A Bipolar Nurse
By nat1_ong
@nat1_ong (150)
Guam
February 4, 2012 11:40pm CST
I am a nurse. And I am also a bipolar. What does a bipolar mean? It is distingushed from depressive disorders by the occurrence of manic or hypomanic (mildly manic) episoders in addition to depressive episodes. Meaning to say, sometimes I have irritable moods and depressive state. That was before I took my medications which are called mood stabilizers. My history on ending up to my diagnosis was I had gone through a negative state of mind after I knew I failed my nursing training at VRPMC hospital. I can't eat and sleep and just thinking about begative things. My emotions was of fear and anxiety to go on life. Thanks to the medications, I was stabilized now. My current thinking was now blank. To be a nurse again, I don't know. But if it's my destiny then God will let me be one. As of now, I am happy. Happy because of my current job as a dental assistant. I no longer think negatively, I welcome the future and live my present. I forgot about regrets and started to feel positive in everything that happens to me. Its been 3 months and thank God I totally forgot about the hard feelings of the past problem I have encountered and started to move on. Life is about taking risks, then you encounter problems everyday and you accept it as God's trial. Think of it as something that will strengthen you as a whole. After writing thid essay, I wish I would no longer be weak and cry. My dad who just passed away last year would no longer wanted me to see cry buckets of tears rather he wanted me to stand on my own and face God's trial even though I am a bipolar nurse.
1 person likes this
4 responses
@homeshoppers (6166)
• Philippines
5 Feb 12
Being bipolar will not cure by just medicine alone as even if you do but in your mind you till set thatyour bipolar then you will never be cured. cure is within our self it happens if we had so many problem facing on our previous life to the point that we think we are useless and no good. try to go out with friends and take out those negativity in your mind, have fun outside and dont just stay at home and think your bipolar. if you dont have friends to go out then try to enrol yourself to a gym nor exerice, nor perhaps short courses like cooking, baking and other sort of short classes which will engage yourself with other people to be happy. nor try to be busy.

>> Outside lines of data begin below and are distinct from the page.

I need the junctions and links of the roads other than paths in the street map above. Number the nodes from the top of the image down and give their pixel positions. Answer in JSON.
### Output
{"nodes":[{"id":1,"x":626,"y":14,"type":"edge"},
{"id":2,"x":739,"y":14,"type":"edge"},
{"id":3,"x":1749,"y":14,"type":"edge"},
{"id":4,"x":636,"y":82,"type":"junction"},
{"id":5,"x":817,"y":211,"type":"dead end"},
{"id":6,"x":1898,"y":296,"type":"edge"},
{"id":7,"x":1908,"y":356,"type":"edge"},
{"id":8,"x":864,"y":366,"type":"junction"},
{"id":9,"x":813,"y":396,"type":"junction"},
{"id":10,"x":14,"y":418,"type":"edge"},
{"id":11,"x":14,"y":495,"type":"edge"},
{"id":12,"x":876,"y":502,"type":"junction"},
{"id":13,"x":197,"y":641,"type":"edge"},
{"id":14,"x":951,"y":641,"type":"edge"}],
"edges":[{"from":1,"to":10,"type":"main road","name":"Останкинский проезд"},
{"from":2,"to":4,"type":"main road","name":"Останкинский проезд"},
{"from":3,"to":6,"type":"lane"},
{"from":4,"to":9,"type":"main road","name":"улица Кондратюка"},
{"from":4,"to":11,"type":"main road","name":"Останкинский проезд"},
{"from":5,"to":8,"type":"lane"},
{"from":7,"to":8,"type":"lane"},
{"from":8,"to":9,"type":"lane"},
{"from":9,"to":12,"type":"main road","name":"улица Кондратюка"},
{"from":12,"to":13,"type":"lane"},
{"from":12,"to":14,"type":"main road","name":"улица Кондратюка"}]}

let me share you my story in life
i got pregnant before, my ex bf left me all alone without saying any words nor giving any finacial assistance, i lost my job but i work hard to earn money for my pregnancy, i forced to live with my sister until i gave birth then after a month i look for job and started the next day then just within that month my sister dragged me and my baby out from her house while theres storm outside and heavy rain(i cant forgot that part thats why i hated her until now) she did it coz she had personal problem with her husband i went to my brother though he only allowed me to stay one night coz their house is too smal for us since he also have his family of his own the only choice is that they want me to go home to our province but i dont want too coz i already have my job which will help me and my baby.
My mother come along and stay with me, My mother was ableto offer me money to start with to pay apartment while waiting for my salary. My baby has been in and out from the hospital since one month old and thats almost every month and just think of the medicine and hospitalization fee which i burden alone including payment my apartment and other bills including milk and food for us to live. my friends also left me during that time afraid that i migh going to ask money from them.
i go to work with so much pain in my heart but i never give up thinking i not the only person facing the same problem and if i let myself down no one will pick me up but just me alone and i dont want to see myself in miserable life while those people whos causing me pain are happy as if hey ae not affected at all so i stand up and said its time for me to shine and no more tears.
so just go on with your life your still lucky ot have your job while others still struggling for it. sorry for long story i just want to give you words of encouragement.
@homeshoppers (6166)
• Philippines
5 Feb 12
Though about your father, i felt sorry for it but he will not be happy seeing you mesirable though no one want to die yet but lets accept that all of us will go there its just so happened that he goes first though better that way as he already in peace while we are still here struggling with life here on earth. just be happy for him and be happy for yourself and just think of those happy memories with him than think of sadness. what matter is you still have your job and the rest of your friends and family to stay with you.
@WakeUpKitty (8694)
• Netherlands
5 Feb 12
If you are good in being a nurse be a nurse.
You know who/what you are. You know meds can help you, you will recognize it when it would go wrong.
So give yourself a chance and have faith in yourself. I think it will work out fine.
@flower21 (765)
• Philippines
5 Feb 12
Good for your able to surpass the trials and whatever forms and shapes it comes. I believe so as you has shown at this times your will be able to pass t. As you already mention to live a life contains lot of trials. With your inner strength you may develop inner of peace of mind and learn to accept whatever comes as through struggle by mistakes or correctness. You could learn to become more stronger.
@craziestqueenever (1819)
• Philippines
5 Feb 12
Therefore, you are no longer a Bipolar Nurse. As much as I recall, once you do have a history regarding mental issue, you can't easily practice your profession. Good for you that you do have a good status now. Let bygones be bygone. Always wear a SMILE.